This interface needs to have a better relationship with streaming, there is always a lag in response and a lot of people are going to want to stream the response in non blocking threads instead of hanging the process waiting for the response. Its possible this is just a documentation issue, but either way streaming is a first class citizen on anything that takes more than a couple seconds to finish and uses IO.
Valid point. I'm actually already working on testing better streaming using async-http-faraday, which configures the default adapter to use async_http with falcon and async-job instead of thread-based approaches like puma and SolidQueue. This should significantly improve resource efficiency for AI workloads in Ruby - something I'm not aware is implemented by other major Ruby LLM libraries. The current approach with blocks is idiomatic Ruby, but the upcoming async support will make the library even better for production use cases. Stay tuned!
This will synchronously block until ‘chat.ask’ returns though. Be prepared to be paying for the memory of your whole app tens/low hundreds of MB of memory being held alive doing nothing (other than handling new chunks) until whatever streaming API this is using under the hood is finished streaming.
Every language prioritizes something (or somethings) because every language was made by a person (or people) with a reason; python and correctness; Java and splitting up work; Go and something like "simplicity" (not that these are the only priorities for each language). As another comment points out, Matz prioritized developer happiness.
My favorite example of this is the amazing useful and amazing whack Ruby array arithmetic; subtraction (`arr1 - arr2`) is element-wise removal, but addition (`arr1 + arr2`) is a simple append. These are almost always exactly what you want to do when you reach for them, but they're completely "incorrect" mathematically.
I was an early contributor to Langchain and it was great at first - keep in mind, that's before chat models even existed, not to mention tools, JSON mode, etc.
Langchain really, I think, pushed the LLM makers forward toward adding those features but unfortunately it got left in the dust and became somewhat of a zombie. Simultaneously, the foundational LLM providers kept adding things to turn them more into a walled garden, where you no longer needed to connect multiple things (like scraping websites with one tool, feeding that into the LLM, then storing in a vector datastore - now that's all built in).

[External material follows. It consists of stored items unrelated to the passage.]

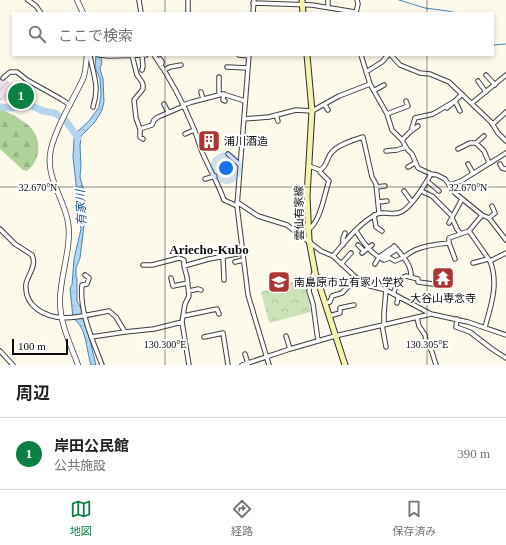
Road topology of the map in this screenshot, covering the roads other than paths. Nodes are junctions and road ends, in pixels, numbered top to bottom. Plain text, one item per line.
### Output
1 (28, 0) edge
2 (77, 0) edge
3 (139, 0) edge
4 (188, 0) edge
5 (328, 0) edge
6 (357, 0) edge
7 (254, 2) edge
8 (302, 2) edge
9 (312, 2) edge
10 (328, 7) junction
11 (40, 12) edge
12 (83, 12) edge
13 (141, 12) edge
14 (188, 12) edge
15 (253, 12) edge
16 (303, 12) edge
17 (350, 12) edge
18 (355, 12) edge
19 (87, 56) edge
20 (90, 56) edge
21 (132, 56) edge
22 (142, 56) edge
23 (155, 56) edge
24 (249, 56) edge
25 (308, 56) edge
26 (361, 56) edge
27 (388, 56) edge
28 (390, 56) edge
29 (160, 59) dead end
30 (181, 65) dead end
31 (161, 66) junction
32 (227, 66) dead end
33 (248, 68) junction
34 (142, 70) dead end
35 (164, 70) junction
36 (366, 72) junction
37 (486, 75) dead end
38 (506, 75) edge
39 (219, 77) dead end
40 (3, 78) dead end
41 (478, 81) dead end
42 (370, 84) junction
43 (384, 85) dead end
44 (495, 85) junction
45 (375, 90) junction
46 (200, 92) dead end
47 (486, 92) junction
48 (224, 94) junction
49 (462, 94) junction
50 (219, 95) junction
51 (203, 99) junction
52 (225, 101) dead end
53 (245, 101) junction
54 (406, 101) dead end
55 (455, 101) junction
56 (472, 103) junction
57 (164, 104) dead end
58 (70, 105) junction
59 (325, 105) junction
60 (183, 106) junction
61 (93, 108) dead end
62 (447, 108) dead end
63 (328, 110) dead end
64 (312, 111) junction
65 (460, 111) dead end
66 (168, 112) junction
67 (506, 112) edge
68 (387, 114) junction
69 (276, 115) junction
70 (244, 119) junction
71 (278, 121) dead end
72 (493, 124) junction
73 (418, 126) dead end
74 (140, 129) junction
75 (194, 130) junction
76 (411, 130) junction
77 (185, 134) dead end
78 (484, 136) dead end
79 (143, 140) dead end
80 (402, 140) junction
81 (506, 141) edge
82 (476, 143) junction
83 (406, 147) junction
84 (458, 149) dead end
85 (386, 151) dead end
86 (506, 153) edge
87 (228, 154) dead end
88 (415, 163) junction
89 (489, 163) junction
90 (468, 164) dead end
91 (500, 164) dead end
92 (240, 165) junction
93 (309, 166) junction
94 (408, 167) dead end
95 (506, 169) edge
96 (320, 170) junction
97 (474, 173) junction
98 (431, 174) junction
99 (214, 176) junction
100 (205, 179) dead end
101 (427, 181) junction
102 (450, 185) junction
103 (385, 186) dead end
104 (376, 187) junction
105 (421, 190) junction
106 (404, 191) dead end
107 (439, 191) dead end
108 (462, 199) junction
109 (387, 201) dead end
110 (378, 202) junction
111 (412, 202) junction
112 (237, 204) junction
113 (492, 206) dead end
114 (379, 212) junction
115 (374, 215) junction
116 (482, 215) junction
117 (452, 217) junction
118 (489, 218) junction
119 (449, 223) dead end
120 (0, 229) edge
121 (308, 230) junction
122 (469, 230) junction
123 (356, 231) junction
124 (382, 232) dead end
125 (345, 233) dead end
126 (460, 233) junction
127 (309, 240) junction
128 (506, 240) edge
129 (364, 241) junction
130 (449, 244) junction
131 (343, 245) junction
132 (370, 246) junction
133 (351, 252) dead end
134 (242, 253) junction
135 (506, 253) edge
136 (333, 256) junction
137 (224, 257) junction
138 (380, 258) junction
139 (404, 258) junction
140 (455, 259) dead end
141 (243, 260) junction
142 (489, 260) junction
143 (395, 261) junction
144 (234, 262) dead end
145 (473, 263) dead end
146 (341, 264) junction
147 (375, 264) dead end
148 (143, 265) dead end
149 (184, 266) junction
150 (395, 266) dead end
151 (315, 272) junction
152 (85, 275) dead end
153 (94, 277) dead end
154 (411, 277) junction
155 (89, 278) junction
156 (172, 278) dead end
157 (356, 278) junction
158 (224, 280) dead end
159 (188, 283) junction
160 (432, 284) dead end
161 (201, 290) dead end
162 (386, 290) junction
163 (189, 291) junction
164 (393, 294) junction
165 (398, 297) junction
166 (325, 303) junction
167 (397, 303) dead end
168 (410, 303) junction
169 (354, 305) dead end
170 (417, 307) junction
171 (406, 308) dead end
172 (219, 314) dead end
173 (431, 314) junction
174 (85, 315) junction
175 (183, 316) junction
176 (329, 316) junction
177 (418, 317) junction
178 (61, 318) junction
179 (457, 319) junction
180 (182, 322) junction
181 (383, 325) junction
182 (485, 327) junction
183 (125, 332) junction
184 (506, 335) edge
185 (286, 336) dead end
186 (335, 336) junction
187 (91, 337) junction
188 (204, 337) dead end
189 (318, 342) junction
190 (386, 347) dead end
191 (290, 349) junction
192 (0, 351) edge
193 (245, 354) dead end
194 (266, 357) junction
195 (506, 358) edge
196 (248, 364) junction
197 (13, 365) edge
198 (78, 365) edge
199 (102, 365) edge
200 (189, 365) edge
201 (228, 365) edge
202 (242, 365) edge
203 (269, 365) edge
204 (345, 365) edge
205 (436, 365) edge

1 - 11 street
2 - 12 street
3 - 13 street
4 - 14 street
5 - 10 street
6 - 18 street
7 - 8 street
7 - 15 street
8 - 9 street
8 - 16 main road
9 - 10 street
10 - 17 street
19 - 58 street
20 - 61 street
21 - 74 street
22 - 34 street
23 - 31 street
24 - 33 street
25 - 64 main road, 雲仙有家線
26 - 36 street
27 - 36 street
28 - 49 street
29 - 31 street
30 - 35 street
31 - 35 street
32 - 33 street
33 - 53 street
35 - 60 street
36 - 42 street
37 - 44 street
38 - 44 street
39 - 50 street
40 - 58 street
41 - 47 street
42 - 45 street
42 - 59 street
43 - 45 street
44 - 47 street
45 - 68 street
46 - 51 street
47 - 56 street
48 - 50 street
48 - 52 street
48 - 53 street
49 - 55 street
49 - 56 street
50 - 51 street
51 - 60 street
53 - 70 street
54 - 68 street
55 - 62 street
55 - 65 street
55 - 76 street
56 - 72 street
57 - 66 street
58 - 178 street
59 - 63 street
59 - 64 street
60 - 66 street
60 - 75 street
64 - 69 street
64 - 93 main road, 雲仙有家線
66 - 74 street
67 - 72 street
68 - 80 street
69 - 70 street
69 - 71 street
70 - 92 street
72 - 81 street
73 - 76 street
74 - 79 street
75 - 77 street
75 - 99 street
76 - 80 street
78 - 82 street
80 - 83 street
82 - 84 street
82 - 89 street
83 - 85 street
83 - 88 street
86 - 89 street
87 - 92 street
88 - 94 street
88 - 98 street
89 - 97 street
90 - 97 street
91 - 95 street
92 - 112 street
93 - 96 street
93 - 121 main road, 雲仙有家線
96 - 104 street
96 - 121 street
97 - 102 street
98 - 101 street
98 - 102 street
99 - 100 street
99 - 112 street
101 - 105 street
101 - 107 street
102 - 108 street
103 - 104 street
104 - 110 street
105 - 111 street
105 - 117 street
106 - 111 street
108 - 116 street
108 - 117 street
109 - 110 street
110 - 114 street
111 - 114 street
112 - 127 street
112 - 134 street
113 - 118 street
114 - 115 street
115 - 123 street
115 - 124 street
116 - 118 street
116 - 122 street
117 - 119 street
117 - 126 street
118 - 128 street
120 - 178 street
121 - 127 main road, 雲仙有家線
122 - 126 street
122 - 142 street
123 - 129 street
123 - 131 street
125 - 131 street
126 - 130 street
127 - 136 street
127 - 151 main road, 雲仙有家線
129 - 132 street
129 - 132 street
130 - 139 street
130 - 140 street
131 - 136 street
132 - 138 street
133 - 146 street
134 - 137 street
134 - 141 street
135 - 142 street
136 - 146 street
137 - 149 street
137 - 158 street
138 - 139 street
138 - 143 street
138 - 147 street
139 - 143 street
139 - 154 street
141 - 144 street
141 - 194 street
142 - 145 street
142 - 182 street
143 - 150 street
146 - 157 street
148 - 149 street
149 - 159 street
151 - 166 main road, 雲仙有家線
151 - 189 street
152 - 155 street
153 - 155 street
154 - 160 street
154 - 164 street
155 - 174 street
156 - 159 street
157 - 162 street
157 - 166 street
159 - 163 street
161 - 163 street
162 - 164 street
162 - 181 street
163 - 175 street
164 - 165 street
165 - 167 street
165 - 168 street
166 - 176 main road, 雲仙有家線
168 - 170 street
168 - 171 street
169 - 176 street
170 - 173 street
170 - 177 street
172 - 175 street
173 - 177 street
173 - 179 street
174 - 178 street
174 - 183 street
174 - 187 street
175 - 180 street
176 - 186 main road, 雲仙有家線
177 - 181 street
177 - 205 street
178 - 198 street
179 - 182 street
179 - 195 street
180 - 183 street
180 - 200 street
181 - 186 street
181 - 190 street
182 - 184 street
183 - 187 street
185 - 191 street
186 - 189 street
186 - 204 main road, 雲仙有家線
187 - 199 street
188 - 201 street
189 - 191 street
191 - 194 street
192 - 197 street
193 - 196 street
194 - 196 street
194 - 203 street
196 - 202 street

I think Langchain has tried to pivot (more than once perhaps) but had they not taken investor $$ early on (and good for them) I suspect that it would have just dried up and the core team would have gone on to work at OpenAI, Anthropic, etc.
langchain and llamaindex are such garbage libraries: not only they never document half of the features they have, but they keep breaking their APIs from one version to the next.
I was about to mention those. I decided a while ago to build everything myself instead of relying on these libraries. We could use a PythonLLM over here because it seems like nobody cares about developer experience in the Python space.
Thank you! This is what the Ruby community has always prioritized - developer experience. Making complex things simple and joyful to use isn't just aesthetic preference, it's practical engineering. When your interface matches how developers think about the problem domain, you get fewer bugs and more productivity.
Thanks for flagging this. The eval was only in the docs and meant only as an example, but we definitely don't want to promote dangerous patterns in the docs. I updated them.
I think it's the very nice-looking and clean high-level API that should be a pleasure to use (when it fits the job, of course).
I'm pretty sure this API semantics (instance builder to configure, and then it's ask/paint/embed with language-native way to handle streaming and declarative tools) would look beautiful and easy to use in many other languages, e.g. I can imagine a similar API - save, of course, for the Rails stuff - in Python, C# or Erlang. While this level of API may be not perfectly sufficient for all possible LLM use cases, it should certainly speed up development time when this level of API is all that's possible needed.
It's the extra parens, semi-colons, keywords and type annotations. Ruby makes the tradeoff for legibility above all else. Yes, you can obviously read the TypeScript, but there's an argument to be made that it takes more effort to scan the syntax as well as to write the code.
Also:
const chat: Chat = LLM.chat;
...is not instantiating a class, where Ruby is doing so behind the scenes. You'd need yet another pair of parens to make a factory!
Aside from that the DSL is quite excellent.
Checkout the async gem, including async-http, async-websockets, and the Falcon web server.
https://github.com/socketry/falcon
Valid point. I'm actually already working on testing better streaming using async-http-faraday, which configures the default adapter to use async_http with falcon and async-job instead of thread-based approaches like puma and SolidQueue. This should significantly improve resource efficiency for AI workloads in Ruby - something I'm not aware is implemented by other major Ruby LLM libraries. The current approach with blocks is idiomatic Ruby, but the upcoming async support will make the library even better for production use cases. Stay tuned!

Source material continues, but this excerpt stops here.